May be wholly of silk,

Or of stuff or mohair,

The tie that you wear;

If the pain you can’t bear,

Better bathe it with milk,

The tie that you wear

May be wholly of silk.”

One of the boys who was preparing for Oxford was called Ralli, and he had great facility as a planchette writer. He could not write by himself, but as soon as anyone else put their hands on planchette at the same time as he did, it would write like mad. The things it wrote seemed to be nearly always what he had read and forgotten, sometimes an article from the Figaro, sometimes a passage from a French novel. Sometimes it wrote verse. Ralli was a fluent poet, but wrote better verse without the aid of planchette than with.

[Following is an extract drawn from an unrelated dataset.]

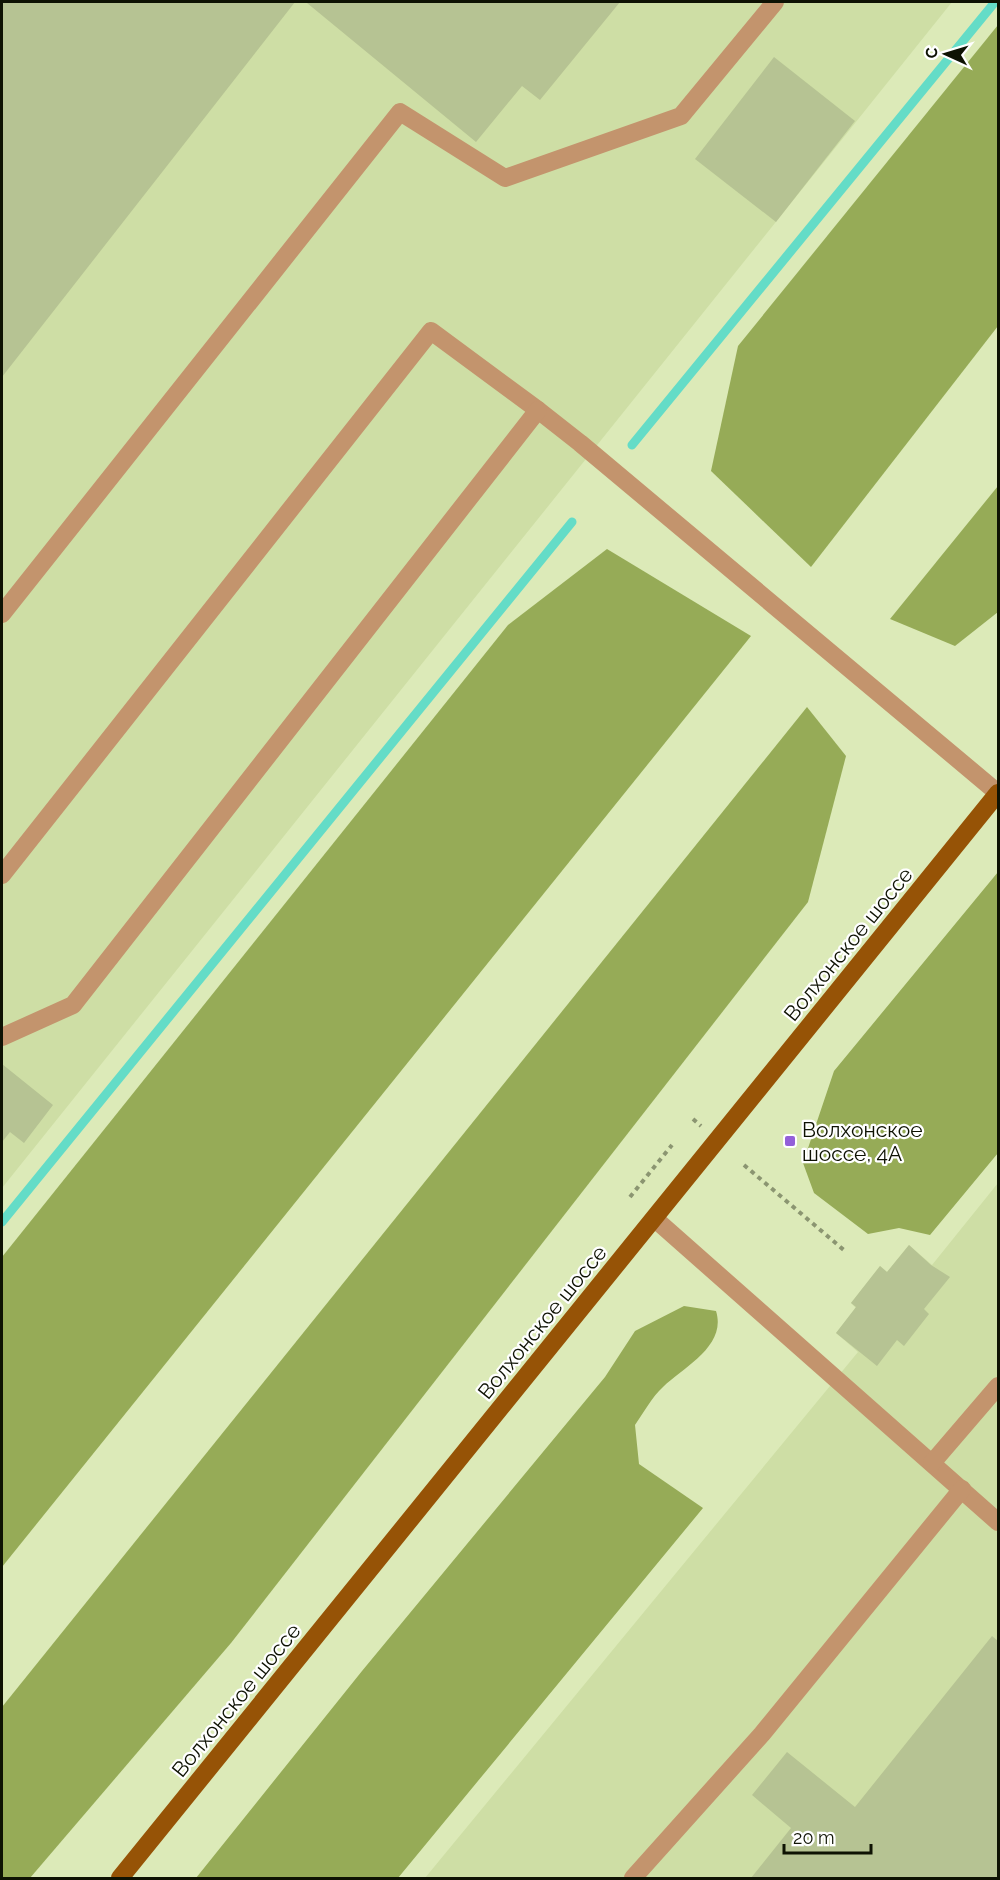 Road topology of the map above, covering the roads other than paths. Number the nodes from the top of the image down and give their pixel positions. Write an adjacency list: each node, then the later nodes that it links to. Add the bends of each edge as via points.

Sometimes the planchette board answered his questions, but with a flippant inconsequence.

In October I went to Cambridge and passed into Trinity, leaving the Little Go to be tackled later. I had rooms in Trinity Street. Hubert Cornish was at King’s. I was to go in for the Modern Language Tripos, which meant languages about as modern as Le Roman de la Rose and Chaucer. I went to a coach for mathematics, but this was sheer waste of time, as not one word of what I was taught ever entered my brain, nor did I improve one jot.

I belonged to two debating societies—the Magpie and Stump, and the Decemviri—and used to speak at both of them quite often; and to a society where one read out papers, called the Chit-Chat. I also belonged to the A.D.C., and played the part of the butler in Parents and Guardians, and that of the footman in the Duchess of Bayswater.